Strange "node up" SMS notifications

Started by Andreas E. Mueller, January 22, 2016, 03:28:25 PM

Previous topic - Next topic

Andreas E. Mueller

Hello again,

I have a problem (and I think it may be a bug):

Everytime I restart a specific nxagent proxy node (version 2.0.1 running on FreeBSD 10.2) the NetXMS server is sending "Node up" notifications for each node this agent is monitoring, although they had never a node down status (it is set to 5 polls for status change, this means I would have about 5 minutes time for restarting).

Also important, there are also no "node up" events which apply to these SMS notifications in the Alarm Log. Could it be, that there is somekind of message queue for SMS notifications that has stuck and needs to be cleared? Rebooting nxagentd and netXMS server didn't solve the problem.

Maybe someone has an idea.

Here is the nxagentd.conf of the proxy node:


MasterServers = XXX.XXX.XXX.XXX

MaxSessions = 1024
StartupDelay = 60

EnableProxy = yes
EnableSNMPProxy = yes

SubAgent = /usr/local/lib/libnsm_ping.so
SubAgent = /usr/local/lib/libnsm_ecs.so
SubAgent = /usr/local/lib/libnsm_freebsd.so
SubAgent = /usr/local/lib/libnsm_logwatch.so
SubAgent = /usr/local/lib/libnsm_filemgr.so

*PING
Timeout = 1000
PacketRate = 12
Target = XXX.XXX.XXX.XXX:some_node_name
...


Also note, I've set StartupDelay to 60 seconds, but this didn't help.

Greetings from Germany,
Andreas

tomaskir

Events and alarms are 2 different things.

Check the event log to see if there indeed are node up event for the nodes or not.
If so, check how your EPP is handling those events.

Andreas E. Mueller

Hello and thanks for your help again tomaskir.

Well, you are right, there are "node up" events in the event log (now I start understanding how things really work). The processing for SYS_NODE_UP events is also right, but... before I upgraded from 2.0-RC1 to 2.0.1, when a proxy agent was offline, the nodes which were polled from this agent were just marked as "status unknown", till the proxy agent came up again. But even then, they didn't trigger the node up event. So it was fine, because i was only notified about the proxy node going offline and not about all the polled nodes behind it.
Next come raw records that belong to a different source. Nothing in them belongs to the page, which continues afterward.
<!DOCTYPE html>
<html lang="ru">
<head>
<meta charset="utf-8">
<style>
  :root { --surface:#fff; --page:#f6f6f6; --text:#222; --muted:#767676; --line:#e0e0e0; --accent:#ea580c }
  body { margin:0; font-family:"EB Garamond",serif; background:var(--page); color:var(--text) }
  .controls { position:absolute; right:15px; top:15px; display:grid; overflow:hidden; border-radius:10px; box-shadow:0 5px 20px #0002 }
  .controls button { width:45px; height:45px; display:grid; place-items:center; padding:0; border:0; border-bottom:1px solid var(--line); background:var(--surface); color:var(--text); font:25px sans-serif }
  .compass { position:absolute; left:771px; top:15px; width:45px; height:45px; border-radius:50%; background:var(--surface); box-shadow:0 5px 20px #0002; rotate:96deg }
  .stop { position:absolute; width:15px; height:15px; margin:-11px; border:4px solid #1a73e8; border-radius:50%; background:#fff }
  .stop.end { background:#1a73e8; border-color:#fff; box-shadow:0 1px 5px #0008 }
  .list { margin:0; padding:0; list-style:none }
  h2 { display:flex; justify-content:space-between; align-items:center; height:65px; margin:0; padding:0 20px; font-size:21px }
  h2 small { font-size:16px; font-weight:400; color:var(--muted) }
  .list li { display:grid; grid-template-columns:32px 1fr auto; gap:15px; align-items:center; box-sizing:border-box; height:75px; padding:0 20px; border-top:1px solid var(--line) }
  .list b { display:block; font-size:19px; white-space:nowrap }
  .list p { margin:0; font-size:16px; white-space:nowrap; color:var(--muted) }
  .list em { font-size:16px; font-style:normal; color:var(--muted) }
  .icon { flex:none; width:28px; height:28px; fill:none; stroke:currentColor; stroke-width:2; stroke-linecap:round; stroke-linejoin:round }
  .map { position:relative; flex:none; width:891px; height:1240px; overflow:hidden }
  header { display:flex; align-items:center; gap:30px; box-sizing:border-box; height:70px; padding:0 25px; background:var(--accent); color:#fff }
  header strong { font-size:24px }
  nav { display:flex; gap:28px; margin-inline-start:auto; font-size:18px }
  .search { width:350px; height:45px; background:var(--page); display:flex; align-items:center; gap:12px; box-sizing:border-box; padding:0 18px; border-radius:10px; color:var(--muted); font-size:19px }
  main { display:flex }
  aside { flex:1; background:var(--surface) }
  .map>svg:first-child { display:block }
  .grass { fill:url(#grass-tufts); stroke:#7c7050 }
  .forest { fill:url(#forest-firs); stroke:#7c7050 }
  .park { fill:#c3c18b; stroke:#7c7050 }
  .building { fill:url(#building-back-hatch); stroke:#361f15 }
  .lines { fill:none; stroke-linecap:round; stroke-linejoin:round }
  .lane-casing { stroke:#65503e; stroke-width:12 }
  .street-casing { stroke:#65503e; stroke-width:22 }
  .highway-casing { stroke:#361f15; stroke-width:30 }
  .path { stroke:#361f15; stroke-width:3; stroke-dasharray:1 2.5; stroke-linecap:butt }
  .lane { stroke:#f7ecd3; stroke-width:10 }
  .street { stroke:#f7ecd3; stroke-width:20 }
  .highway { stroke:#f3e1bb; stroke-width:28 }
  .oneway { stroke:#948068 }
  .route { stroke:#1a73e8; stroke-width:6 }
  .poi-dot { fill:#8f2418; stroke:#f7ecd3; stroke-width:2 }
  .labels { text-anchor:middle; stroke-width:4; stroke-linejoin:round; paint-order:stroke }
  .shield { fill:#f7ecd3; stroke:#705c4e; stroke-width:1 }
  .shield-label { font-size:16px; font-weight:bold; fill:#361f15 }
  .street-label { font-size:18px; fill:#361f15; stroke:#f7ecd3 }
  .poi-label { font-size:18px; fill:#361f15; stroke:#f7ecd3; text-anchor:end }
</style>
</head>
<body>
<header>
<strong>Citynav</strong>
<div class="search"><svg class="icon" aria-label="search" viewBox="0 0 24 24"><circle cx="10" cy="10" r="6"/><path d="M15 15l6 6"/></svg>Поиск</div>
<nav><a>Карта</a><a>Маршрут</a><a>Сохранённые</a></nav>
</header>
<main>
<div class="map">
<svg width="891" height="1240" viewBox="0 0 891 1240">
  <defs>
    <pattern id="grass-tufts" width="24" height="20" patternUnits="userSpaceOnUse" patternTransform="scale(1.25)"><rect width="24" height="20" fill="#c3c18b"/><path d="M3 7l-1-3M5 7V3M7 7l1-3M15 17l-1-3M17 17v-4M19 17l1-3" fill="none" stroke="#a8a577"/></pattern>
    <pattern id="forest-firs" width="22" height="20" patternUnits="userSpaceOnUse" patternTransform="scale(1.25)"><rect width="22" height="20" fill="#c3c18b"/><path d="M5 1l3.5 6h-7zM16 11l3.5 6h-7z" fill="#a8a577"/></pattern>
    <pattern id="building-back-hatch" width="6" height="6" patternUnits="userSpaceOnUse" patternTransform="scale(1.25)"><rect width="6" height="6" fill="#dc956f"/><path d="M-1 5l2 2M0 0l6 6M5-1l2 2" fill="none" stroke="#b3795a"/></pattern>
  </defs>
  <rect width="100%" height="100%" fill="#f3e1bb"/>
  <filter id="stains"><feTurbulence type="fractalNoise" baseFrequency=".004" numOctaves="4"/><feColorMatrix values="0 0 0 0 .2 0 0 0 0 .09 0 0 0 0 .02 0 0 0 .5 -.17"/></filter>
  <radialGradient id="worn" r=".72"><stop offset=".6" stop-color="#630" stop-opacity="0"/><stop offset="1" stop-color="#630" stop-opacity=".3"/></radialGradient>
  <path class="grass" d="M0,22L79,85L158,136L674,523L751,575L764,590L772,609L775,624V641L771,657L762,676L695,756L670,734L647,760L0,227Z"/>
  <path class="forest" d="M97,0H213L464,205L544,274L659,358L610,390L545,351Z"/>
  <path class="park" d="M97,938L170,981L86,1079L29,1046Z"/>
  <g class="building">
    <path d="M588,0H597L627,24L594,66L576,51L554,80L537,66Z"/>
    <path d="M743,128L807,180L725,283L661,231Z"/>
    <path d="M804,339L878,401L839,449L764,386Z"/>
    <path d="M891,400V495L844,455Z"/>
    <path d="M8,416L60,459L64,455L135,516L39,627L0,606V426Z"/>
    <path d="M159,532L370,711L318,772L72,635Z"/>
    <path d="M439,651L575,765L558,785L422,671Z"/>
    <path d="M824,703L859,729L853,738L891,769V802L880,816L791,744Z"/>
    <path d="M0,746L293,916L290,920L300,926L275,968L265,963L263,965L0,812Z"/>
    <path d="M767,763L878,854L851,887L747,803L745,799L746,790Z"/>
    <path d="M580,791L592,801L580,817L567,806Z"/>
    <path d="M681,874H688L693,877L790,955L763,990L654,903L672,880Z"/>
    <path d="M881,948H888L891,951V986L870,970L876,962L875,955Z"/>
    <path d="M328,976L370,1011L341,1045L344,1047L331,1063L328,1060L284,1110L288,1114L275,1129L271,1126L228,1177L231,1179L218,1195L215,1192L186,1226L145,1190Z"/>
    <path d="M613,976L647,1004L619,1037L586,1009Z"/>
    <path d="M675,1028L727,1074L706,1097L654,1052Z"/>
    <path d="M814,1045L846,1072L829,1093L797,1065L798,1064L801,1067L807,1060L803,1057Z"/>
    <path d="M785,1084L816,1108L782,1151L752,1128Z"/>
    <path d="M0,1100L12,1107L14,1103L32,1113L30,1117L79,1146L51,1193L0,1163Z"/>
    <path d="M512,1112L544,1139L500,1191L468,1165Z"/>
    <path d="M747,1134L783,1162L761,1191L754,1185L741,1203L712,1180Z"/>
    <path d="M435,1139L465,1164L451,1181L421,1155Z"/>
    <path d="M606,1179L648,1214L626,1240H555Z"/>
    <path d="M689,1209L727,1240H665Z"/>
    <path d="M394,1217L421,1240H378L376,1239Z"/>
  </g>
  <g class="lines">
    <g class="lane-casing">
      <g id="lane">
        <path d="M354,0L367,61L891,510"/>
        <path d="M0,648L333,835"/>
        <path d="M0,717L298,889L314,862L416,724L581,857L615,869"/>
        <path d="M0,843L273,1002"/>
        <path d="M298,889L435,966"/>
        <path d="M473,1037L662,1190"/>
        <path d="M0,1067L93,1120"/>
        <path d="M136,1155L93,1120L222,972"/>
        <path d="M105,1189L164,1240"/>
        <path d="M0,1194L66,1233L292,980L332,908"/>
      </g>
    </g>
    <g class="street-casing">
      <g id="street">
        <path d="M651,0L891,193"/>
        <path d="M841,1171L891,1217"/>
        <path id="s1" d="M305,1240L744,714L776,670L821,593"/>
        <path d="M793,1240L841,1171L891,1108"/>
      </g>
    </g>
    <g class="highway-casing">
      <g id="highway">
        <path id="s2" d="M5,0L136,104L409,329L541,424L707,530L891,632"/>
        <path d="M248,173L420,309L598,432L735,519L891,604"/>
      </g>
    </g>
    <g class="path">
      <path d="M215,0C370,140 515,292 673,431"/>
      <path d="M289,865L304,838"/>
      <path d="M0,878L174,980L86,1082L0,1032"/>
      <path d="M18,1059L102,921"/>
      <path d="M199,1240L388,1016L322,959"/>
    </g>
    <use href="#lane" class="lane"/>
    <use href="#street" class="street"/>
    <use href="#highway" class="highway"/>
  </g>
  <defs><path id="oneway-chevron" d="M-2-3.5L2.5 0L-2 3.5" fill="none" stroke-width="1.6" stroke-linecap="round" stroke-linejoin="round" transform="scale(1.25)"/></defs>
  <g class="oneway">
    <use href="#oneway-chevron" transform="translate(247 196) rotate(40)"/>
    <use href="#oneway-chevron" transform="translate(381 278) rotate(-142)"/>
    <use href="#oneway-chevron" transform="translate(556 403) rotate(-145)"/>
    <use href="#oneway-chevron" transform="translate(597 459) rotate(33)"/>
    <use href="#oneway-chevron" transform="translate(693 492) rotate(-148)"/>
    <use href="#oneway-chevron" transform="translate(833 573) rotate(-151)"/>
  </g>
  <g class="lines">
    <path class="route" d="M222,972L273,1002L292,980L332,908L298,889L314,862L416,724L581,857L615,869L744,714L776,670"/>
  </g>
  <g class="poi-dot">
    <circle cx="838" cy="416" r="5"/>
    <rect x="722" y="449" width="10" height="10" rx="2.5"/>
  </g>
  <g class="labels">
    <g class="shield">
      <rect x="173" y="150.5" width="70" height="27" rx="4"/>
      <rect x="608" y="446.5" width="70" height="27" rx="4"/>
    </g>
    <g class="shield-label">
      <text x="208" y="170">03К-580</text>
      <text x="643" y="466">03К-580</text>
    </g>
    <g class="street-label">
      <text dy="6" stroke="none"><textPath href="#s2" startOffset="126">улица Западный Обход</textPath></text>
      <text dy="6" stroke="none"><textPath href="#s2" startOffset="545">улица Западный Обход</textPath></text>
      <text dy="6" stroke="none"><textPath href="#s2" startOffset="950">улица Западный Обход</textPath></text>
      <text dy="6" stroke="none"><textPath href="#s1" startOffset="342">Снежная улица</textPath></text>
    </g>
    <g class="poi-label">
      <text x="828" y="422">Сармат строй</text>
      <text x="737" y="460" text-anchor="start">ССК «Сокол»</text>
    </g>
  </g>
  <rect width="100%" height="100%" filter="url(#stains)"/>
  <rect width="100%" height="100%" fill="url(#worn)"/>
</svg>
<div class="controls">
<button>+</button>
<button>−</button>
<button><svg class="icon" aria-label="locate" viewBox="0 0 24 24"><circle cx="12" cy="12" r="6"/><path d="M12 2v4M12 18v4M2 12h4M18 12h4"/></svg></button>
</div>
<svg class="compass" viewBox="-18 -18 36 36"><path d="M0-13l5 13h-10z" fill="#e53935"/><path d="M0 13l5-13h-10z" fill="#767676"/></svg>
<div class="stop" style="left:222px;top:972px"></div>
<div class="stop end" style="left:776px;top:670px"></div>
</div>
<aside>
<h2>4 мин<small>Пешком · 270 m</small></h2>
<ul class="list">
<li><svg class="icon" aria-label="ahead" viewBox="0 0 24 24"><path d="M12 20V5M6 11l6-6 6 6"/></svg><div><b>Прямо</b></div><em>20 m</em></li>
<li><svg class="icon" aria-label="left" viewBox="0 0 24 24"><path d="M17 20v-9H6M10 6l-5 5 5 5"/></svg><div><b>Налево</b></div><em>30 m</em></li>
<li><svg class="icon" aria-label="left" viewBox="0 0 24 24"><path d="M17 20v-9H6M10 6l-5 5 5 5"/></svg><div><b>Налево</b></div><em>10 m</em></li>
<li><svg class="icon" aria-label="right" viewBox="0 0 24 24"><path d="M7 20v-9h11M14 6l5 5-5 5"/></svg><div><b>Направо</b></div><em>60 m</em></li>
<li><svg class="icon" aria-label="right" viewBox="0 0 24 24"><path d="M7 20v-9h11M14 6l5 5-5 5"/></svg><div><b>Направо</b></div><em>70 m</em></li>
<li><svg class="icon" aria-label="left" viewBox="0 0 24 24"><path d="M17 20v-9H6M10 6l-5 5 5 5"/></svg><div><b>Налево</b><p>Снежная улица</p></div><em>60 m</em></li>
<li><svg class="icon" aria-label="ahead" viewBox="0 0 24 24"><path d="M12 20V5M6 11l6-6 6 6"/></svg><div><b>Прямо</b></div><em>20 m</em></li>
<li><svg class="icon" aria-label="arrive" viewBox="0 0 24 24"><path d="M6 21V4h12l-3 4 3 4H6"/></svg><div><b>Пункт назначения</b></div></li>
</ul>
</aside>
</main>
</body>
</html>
Since the update, the polled nodes are not marked as "status unknown" anymore and trigger node_up immediately after the proxy node came online again.
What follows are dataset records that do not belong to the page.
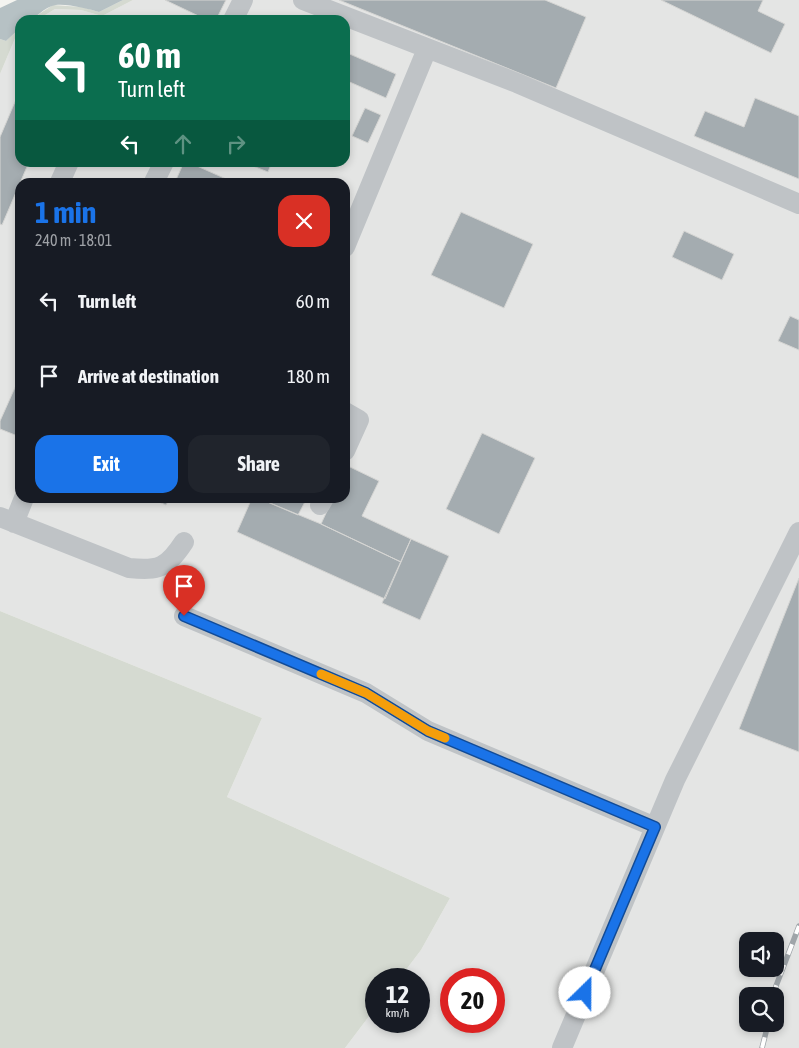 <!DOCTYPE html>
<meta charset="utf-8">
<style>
:root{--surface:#171b24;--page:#20242c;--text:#f1f3f6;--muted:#9ea1a6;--accent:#1a73e8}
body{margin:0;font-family:"Asap Condensed",sans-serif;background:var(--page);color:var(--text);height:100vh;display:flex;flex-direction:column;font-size:19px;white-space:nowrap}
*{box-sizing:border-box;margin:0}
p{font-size:16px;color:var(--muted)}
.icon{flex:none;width:28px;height:28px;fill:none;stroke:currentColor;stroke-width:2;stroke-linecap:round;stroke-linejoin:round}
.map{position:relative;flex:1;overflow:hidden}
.panel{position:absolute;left:15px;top:178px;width:335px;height:325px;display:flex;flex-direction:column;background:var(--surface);border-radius:15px;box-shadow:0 2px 8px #0003}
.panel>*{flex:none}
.top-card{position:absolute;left:15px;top:15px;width:335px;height:152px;border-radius:15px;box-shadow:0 2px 8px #0003;background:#0b6e4f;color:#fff;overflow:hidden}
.fabs{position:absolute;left:739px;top:932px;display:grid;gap:10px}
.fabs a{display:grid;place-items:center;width:45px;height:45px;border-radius:10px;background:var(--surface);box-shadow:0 2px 8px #0003;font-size:25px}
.speed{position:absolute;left:365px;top:968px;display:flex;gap:10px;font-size:25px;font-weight:700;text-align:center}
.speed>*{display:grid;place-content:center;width:65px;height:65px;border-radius:50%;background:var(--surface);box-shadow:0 2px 8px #0003;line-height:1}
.speed small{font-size:12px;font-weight:400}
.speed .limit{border:8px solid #d22;background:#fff;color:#111}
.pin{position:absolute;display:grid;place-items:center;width:42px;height:42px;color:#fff;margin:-51px -21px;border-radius:50% 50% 50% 0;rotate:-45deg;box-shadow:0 0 5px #0007}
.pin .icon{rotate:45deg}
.me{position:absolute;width:55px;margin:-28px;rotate:23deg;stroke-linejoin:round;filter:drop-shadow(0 0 4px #0008)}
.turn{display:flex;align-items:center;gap:18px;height:105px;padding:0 20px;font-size:22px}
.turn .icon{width:65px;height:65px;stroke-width:2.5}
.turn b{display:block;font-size:35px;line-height:42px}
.lanes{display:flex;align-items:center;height:48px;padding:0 20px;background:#0003;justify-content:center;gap:25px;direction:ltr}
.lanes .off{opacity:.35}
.round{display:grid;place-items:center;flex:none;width:52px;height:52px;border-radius:15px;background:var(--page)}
.overview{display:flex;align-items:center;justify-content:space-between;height:85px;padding:0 20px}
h1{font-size:30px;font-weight:700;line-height:38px;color:var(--accent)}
.cta{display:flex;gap:10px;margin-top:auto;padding:10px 20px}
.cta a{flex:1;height:58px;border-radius:15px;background:var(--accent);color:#fff;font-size:20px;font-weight:700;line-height:58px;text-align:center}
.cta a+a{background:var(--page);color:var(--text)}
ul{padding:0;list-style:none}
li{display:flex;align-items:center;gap:15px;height:75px;padding:0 20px}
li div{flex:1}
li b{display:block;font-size:19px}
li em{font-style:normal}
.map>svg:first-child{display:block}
.built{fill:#e4e5e4;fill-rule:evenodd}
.green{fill:#d5dad1}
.water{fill:#b6c1c4}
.building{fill:#a4acb0;stroke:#d5d5d3}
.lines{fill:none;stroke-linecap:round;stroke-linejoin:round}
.minor{stroke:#bfc3c6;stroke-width:20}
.rail-casing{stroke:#9fa5a9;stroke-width:5.5}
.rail{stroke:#fff;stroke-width:4;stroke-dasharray:11;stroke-linecap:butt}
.route-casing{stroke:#114b97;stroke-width:12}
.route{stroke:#1a73e8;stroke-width:9}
.slow{stroke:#f59e0b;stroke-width:9}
</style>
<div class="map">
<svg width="799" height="1048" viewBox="0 0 799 1048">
<rect width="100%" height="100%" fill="#f4f4f0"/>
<path class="built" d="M 133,0 L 799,0 L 799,1048 L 345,1048 L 376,1007 L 376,1021 L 419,1021 L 419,979 L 399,979 L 421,950 L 450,898 L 227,797 L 262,718 L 0,611 L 0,74 L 16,36 L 20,33 L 20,162 L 345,162 L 345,20 L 37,20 L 55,9 L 81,10 L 102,16 ZM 20,182 L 345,182 L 345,498 L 20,498 ZM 748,941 L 775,941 L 775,969 L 748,969 ZM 451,979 L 494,979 L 494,1021 L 451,1021 ZM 748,996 L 775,996 L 775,1024 L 748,1024 Z"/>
<path class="green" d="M 123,0 L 133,0 L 102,16 L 81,10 L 55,9 L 37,20 L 30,20 L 53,5 L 82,7 L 99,12 Z
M 20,28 L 20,33 L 16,36 L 0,74 L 0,39 L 6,41 Z
M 0,611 L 262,718 L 227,797 L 450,898 L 421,950 L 399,979 L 376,979 L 376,1007 L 345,1048 L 0,1048 Z"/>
<path class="water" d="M 17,0 L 123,0 L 99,12 C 89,9 62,2 52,6 C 38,11 38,20 20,20 L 20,28 L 6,41 L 0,39 L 0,8 Z"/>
<path class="building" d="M 165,0 L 226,0 L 216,20 L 207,20 Z
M 339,0 L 545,0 L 586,17 L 556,88 Z
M 661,0 L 763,0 L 758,11 L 785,24 L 771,53 Z
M 345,52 L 396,74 L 386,98 L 345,80 Z
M 20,90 L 20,162 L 29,162 L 2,225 L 0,224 L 0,137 Z
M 755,98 L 799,116 L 799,179 L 694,136 L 705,111 L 744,127 Z
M 365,108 L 381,115 L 368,143 L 352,136 Z
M 184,162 L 188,162 L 233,182 L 175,182 Z
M 249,162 L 272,162 L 268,172 L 248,164 Z
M 461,212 L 533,244 L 504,308 L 431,275 Z
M 684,231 L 734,254 L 722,280 L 672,257 Z
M 790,316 L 799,320 L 799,350 L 778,341 Z
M 17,383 L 20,385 L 20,437 L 0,429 L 0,421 Z
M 482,433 L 535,458 L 499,534 L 446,509 Z
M 348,466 L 379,481 L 362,516 L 411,539 L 401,562 L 321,524 L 333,498 L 345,498 L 345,472 Z
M 149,498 L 170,498 L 166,505 Z
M 252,498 L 258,498 L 321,524 L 401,562 L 385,599 L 237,532 Z
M 258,498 L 307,498 L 298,515 Z
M 411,539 L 449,556 L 420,620 L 382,603 Z
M 799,578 L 799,752 L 739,729 Z"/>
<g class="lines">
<path class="minor" d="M 303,0 L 517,83 L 799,204
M 233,20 L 243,0
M 60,182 L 69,162
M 154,182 L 164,162
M 345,247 L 427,49
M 345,412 L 359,420 L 345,451
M 320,505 L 324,498
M 0,517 L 129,568 C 159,571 167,568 184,542
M 14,523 L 24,498
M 184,616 L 366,693 L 428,731 L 655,827
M 562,1048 L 675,780 L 799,532"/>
<g class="rail-casing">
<path id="rail" d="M 774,996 L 776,986 L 799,926
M 762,1048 L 768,1024"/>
</g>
<use href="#rail" class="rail"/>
</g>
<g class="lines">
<g class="route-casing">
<path id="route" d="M 184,616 L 366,693 L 428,731 L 655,827 L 585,993"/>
</g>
<use href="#route" class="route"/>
<path class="slow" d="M 321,674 L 366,693 L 428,731 L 445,738"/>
</g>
</svg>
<div class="fabs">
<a><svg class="icon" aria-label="sound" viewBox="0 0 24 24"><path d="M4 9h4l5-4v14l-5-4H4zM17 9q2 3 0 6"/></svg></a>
<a><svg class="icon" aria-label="search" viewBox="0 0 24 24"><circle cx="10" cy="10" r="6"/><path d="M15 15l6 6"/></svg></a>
</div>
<div class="speed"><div>12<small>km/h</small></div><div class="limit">20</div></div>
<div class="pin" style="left:184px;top:616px;background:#d93025"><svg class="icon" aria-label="arrive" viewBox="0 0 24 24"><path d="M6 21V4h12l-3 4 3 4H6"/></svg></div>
<svg class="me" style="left:585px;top:993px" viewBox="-20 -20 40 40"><circle r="19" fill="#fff"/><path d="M0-13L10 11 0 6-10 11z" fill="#1a73e8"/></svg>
<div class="top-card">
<div class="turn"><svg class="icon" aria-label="left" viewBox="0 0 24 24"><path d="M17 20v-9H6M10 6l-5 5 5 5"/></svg><div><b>60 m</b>Turn left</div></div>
<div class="lanes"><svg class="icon" aria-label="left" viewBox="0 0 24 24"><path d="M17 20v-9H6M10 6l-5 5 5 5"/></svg><svg class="icon off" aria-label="ahead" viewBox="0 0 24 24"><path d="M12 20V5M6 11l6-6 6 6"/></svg><svg class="icon off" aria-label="right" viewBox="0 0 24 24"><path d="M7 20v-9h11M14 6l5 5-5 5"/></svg></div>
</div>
<section class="panel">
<div class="overview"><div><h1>1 min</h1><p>240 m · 18:01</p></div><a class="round" style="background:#d93025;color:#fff"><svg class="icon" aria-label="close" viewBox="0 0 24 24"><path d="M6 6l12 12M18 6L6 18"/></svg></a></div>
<ul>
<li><svg class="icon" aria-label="left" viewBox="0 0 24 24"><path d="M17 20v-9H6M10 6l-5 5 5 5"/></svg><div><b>Turn left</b></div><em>60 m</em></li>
<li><svg class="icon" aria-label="arrive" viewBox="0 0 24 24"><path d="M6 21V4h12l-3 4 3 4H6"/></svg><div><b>Arrive at destination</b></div><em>180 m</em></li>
</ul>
<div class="cta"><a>Exit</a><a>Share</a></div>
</section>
</div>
In the mean time, I didn't change anything in the EPPs since the updates (and even before them). It was running fine.

Is there any way to suppress triggering sys_node_up (or even sys_node_down) when the proxy agent is failing? Or is there something I need to further check in the EPP configuration? I mean... It's only the sys_node_down and sys_node_up events I want to get notified about.

tomaskir

#3
What happens is that sys_node_down events are generated when nodes go down which are behind a proxy, but those events are correlated to the proxy down event.
Since they are correlated, they dont enter EPP, and therefore will not create alarms (since EPP defines alarm creation).

It seems sys_node_up events are not correlated to the proxy up event, which sounds like correct behavior to me.
After all, how long after proxy comes back up should you correlate sys_node_up event to the proxy up event, for which nodes, etc.?
It opens up many weird behaviors and edge cases - it would be really hard to know (if not impossible) which sys_node_up should and should not be correlated.

As for if there was any changes in behavior from 2.0-RC1 to 2.0.1, I dont know.
I personally dont generate sms/emails for when things return back to "good" state, only when they go down.

And why it behaves differently for your before upgrade and after upgrade, I also dont know :(

Andreas E. Mueller

OK, I think I can leave with this first. Just took out the server actions when node is UP again. Maybe it's better to be only informed when node is down. The reason I used to notify node up, is just to know if a colleage has managed to solve the problem (or if there is a temporary uplink interruption) while not in the office.

But anyway, it would be good if somebody who knows about that, would inform us here. Just for the sake of curiosity. :D

Victor Kirhenshtein

Hi!

Do you have zones and agent set as proxy for zone, or it is set as proxy for individual nodes?

Best regards,
Victor

Andreas E. Mueller

Hi Victor,

I have my agents set as proxies per zone. For two reasons:

1. Keeping a clean Zone and network structure.
2. Saving time, because I don't need to set the proxy node in each node individually.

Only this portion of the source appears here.